__Task prompt__
The expected output is every line of the data exactly as shown, minus the images.
####################
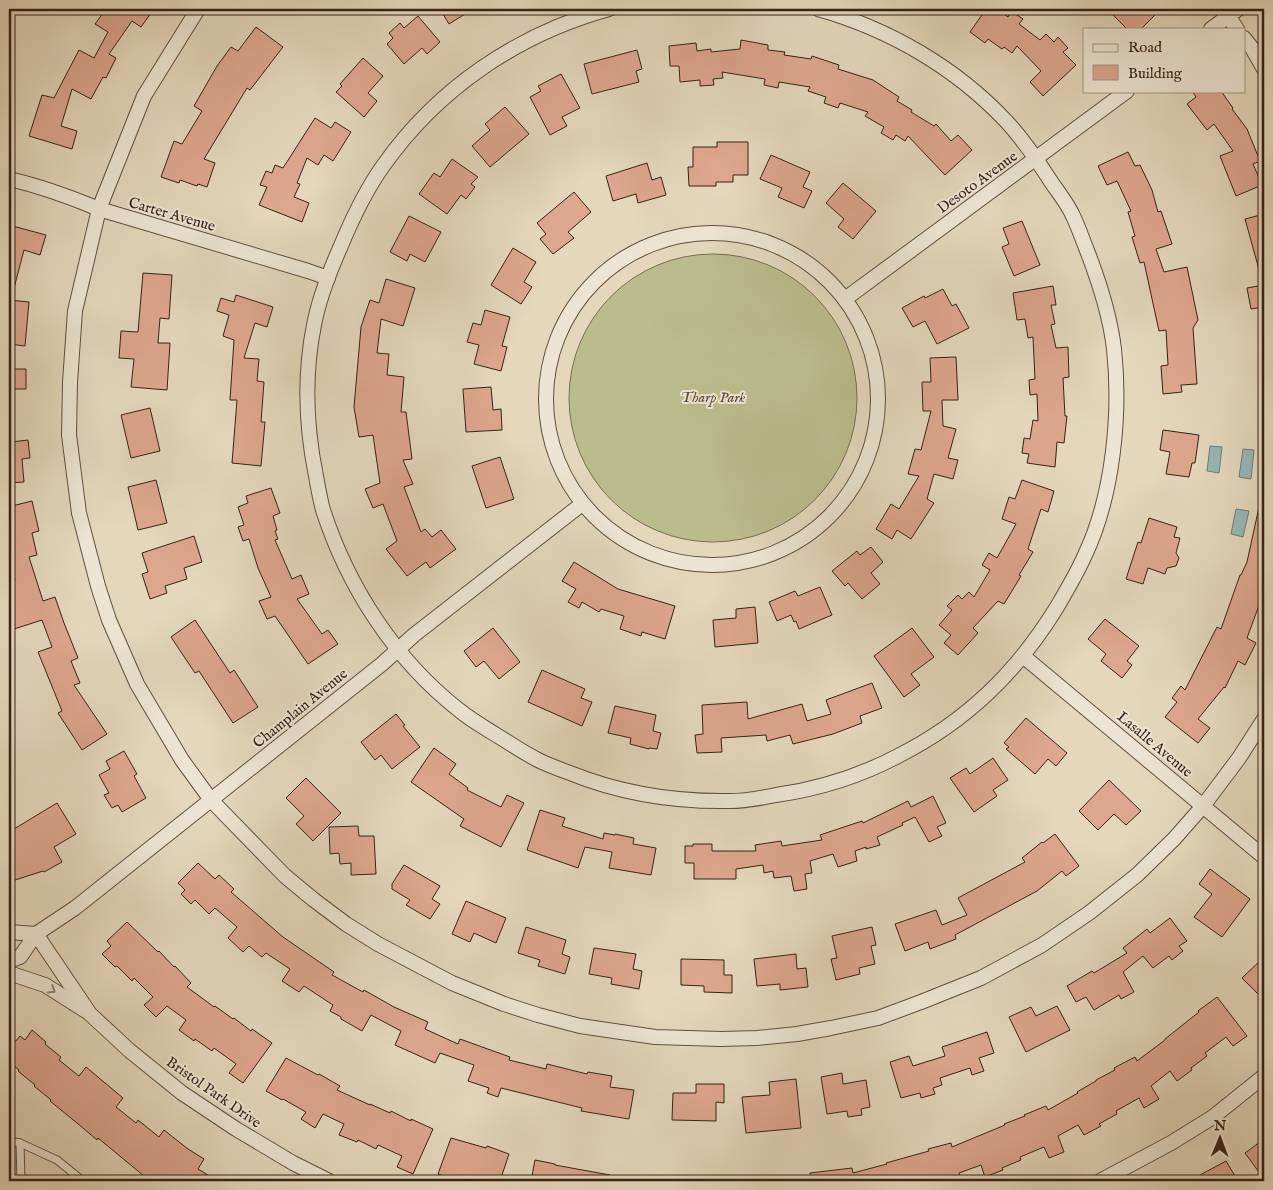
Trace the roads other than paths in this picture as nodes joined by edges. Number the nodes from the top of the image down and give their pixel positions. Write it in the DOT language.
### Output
graph roads {
  1 [pos="198,9"];
  2 [pos="609,9"];
  3 [pos="818,9"];
  4 [pos="1230,11"];
  5 [pos="1212,28"];
  6 [pos="1237,28"];
  7 [pos="1246,40"];
  8 [pos="1264,69"];
  9 [pos="1126,92"];
  10 [pos="1036,158"];
  11 [pos="9,179"];
  12 [pos="99,209"];
  13 [pos="328,278"];
  14 [pos="846,299"];
  15 [pos="582,504"];
  16 [pos="398,650"];
  17 [pos="1023,656"];
  18 [pos="1264,719"];
  19 [pos="211,800"];
  20 [pos="1203,806"];
  21 [pos="1264,858"];
  22 [pos="9,932"];
  23 [pos="36,934"];
  24 [pos="9,961"];
  25 [pos="9,973"];
  26 [pos="90,1014"];
  27 [pos="1264,1076"];
  28 [pos="9,1141"];
  29 [pos="20,1143"];
  30 [pos="21,1181"];
  31 [pos="83,1181"];
  32 [pos="329,1181"];
  33 [pos="1100,1181"];
  1 -- 12 [label="street"];
  2 -- 13 [label="street"];
  3 -- 10 [label="street"];
  4 -- 5 [label="street"];
  4 -- 6 [label="street"];
  7 -- 8 [label="street"];
  9 -- 10 [label="street, Desoto Avenue"];
  10 -- 14 [label="street, Desoto Avenue"];
  10 -- 17 [label="street"];
  11 -- 12 [label="street, Carter Avenue"];
  12 -- 13 [label="street, Carter Avenue"];
  12 -- 19 [label="street"];
  13 -- 16 [label="street"];
  14 -- 15 [label="street"];
  14 -- 15 [label="street"];
  15 -- 16 [label="street, Champlain Avenue"];
  16 -- 17 [label="street"];
  16 -- 19 [label="street, Champlain Avenue"];
  17 -- 20 [label="street, Lasalle Avenue"];
  18 -- 20 [label="street"];
  19 -- 20 [label="street"];
  19 -- 23 [label="street, Champlain Avenue"];
  20 -- 21 [label="street, Lasalle Avenue"];
  22 -- 23 [label="street"];
  23 -- 24 [label="street, Champlain Avenue"];
  23 -- 26 [label="street, Bristol Park Drive"];
  25 -- 26 [label="street, Bristol Park Drive, one-way"];
  26 -- 32 [label="street, Bristol Park Drive"];
  27 -- 33 [label="street"];
  28 -- 29 [label="lane"];
  29 -- 30 [label="lane"];
  29 -- 31 [label="lane"];
}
####################
__Your response__
Trace the roads other than paths in this picture as nodes joined by edges. Number the nodes from the top of the image down and give their pixel positions. Write it in the DOT language.
### Output
graph roads {
  1 [pos="198,9"];
  2 [pos="609,9"];
  3 [pos="818,9"];
  4 [pos="1230,11"];
  5 [pos="1212,28"];
  6 [pos="1237,28"];
  7 [pos="1246,40"];
  8 [pos="1264,69"];
  9 [pos="1126,92"];
  10 [pos="1036,158"];
  11 [pos="9,179"];
  12 [pos="99,209"];
  13 [pos="328,278"];
  14 [pos="846,299"];
  15 [pos="582,504"];
  16 [pos="398,650"];
  17 [pos="1023,656"];
  18 [pos="1264,719"];
  19 [pos="211,800"];
  20 [pos="1203,806"];
  21 [pos="1264,858"];
  22 [pos="9,932"];
  23 [pos="36,934"];
  24 [pos="9,961"];
  25 [pos="9,973"];
  26 [pos="90,1014"];
  27 [pos="1264,1076"];
  28 [pos="9,1141"];
  29 [pos="20,1143"];
  30 [pos="21,1181"];
  31 [pos="83,1181"];
  32 [pos="329,1181"];
  33 [pos="1100,1181"];
  1 -- 12 [label="street"];
  2 -- 13 [label="street"];
  3 -- 10 [label="street"];
  4 -- 5 [label="street"];
  4 -- 6 [label="street"];
  7 -- 8 [label="street"];
  9 -- 10 [label="street, Desoto Avenue"];
  10 -- 14 [label="street, Desoto Avenue"];
  10 -- 17 [label="street"];
  11 -- 12 [label="street, Carter Avenue"];
  12 -- 13 [label="street, Carter Avenue"];
  12 -- 19 [label="street"];
  13 -- 16 [label="street"];
  14 -- 15 [label="street"];
  14 -- 15 [label="street"];
  15 -- 16 [label="street, Champlain Avenue"];
  16 -- 17 [label="street"];
  16 -- 19 [label="street, Champlain Avenue"];
  17 -- 20 [label="street, Lasalle Avenue"];
  18 -- 20 [label="street"];
  19 -- 20 [label="street"];
  19 -- 23 [label="street, Champlain Avenue"];
  20 -- 21 [label="street, Lasalle Avenue"];
  22 -- 23 [label="street"];
  23 -- 24 [label="street, Champlain Avenue"];
  23 -- 26 [label="street, Bristol Park Drive"];
  25 -- 26 [label="street, Bristol Park Drive, one-way"];
  26 -- 32 [label="street, Bristol Park Drive"];
  27 -- 33 [label="street"];
  28 -- 29 [label="lane"];
  29 -- 30 [label="lane"];
  29 -- 31 [label="lane"];
}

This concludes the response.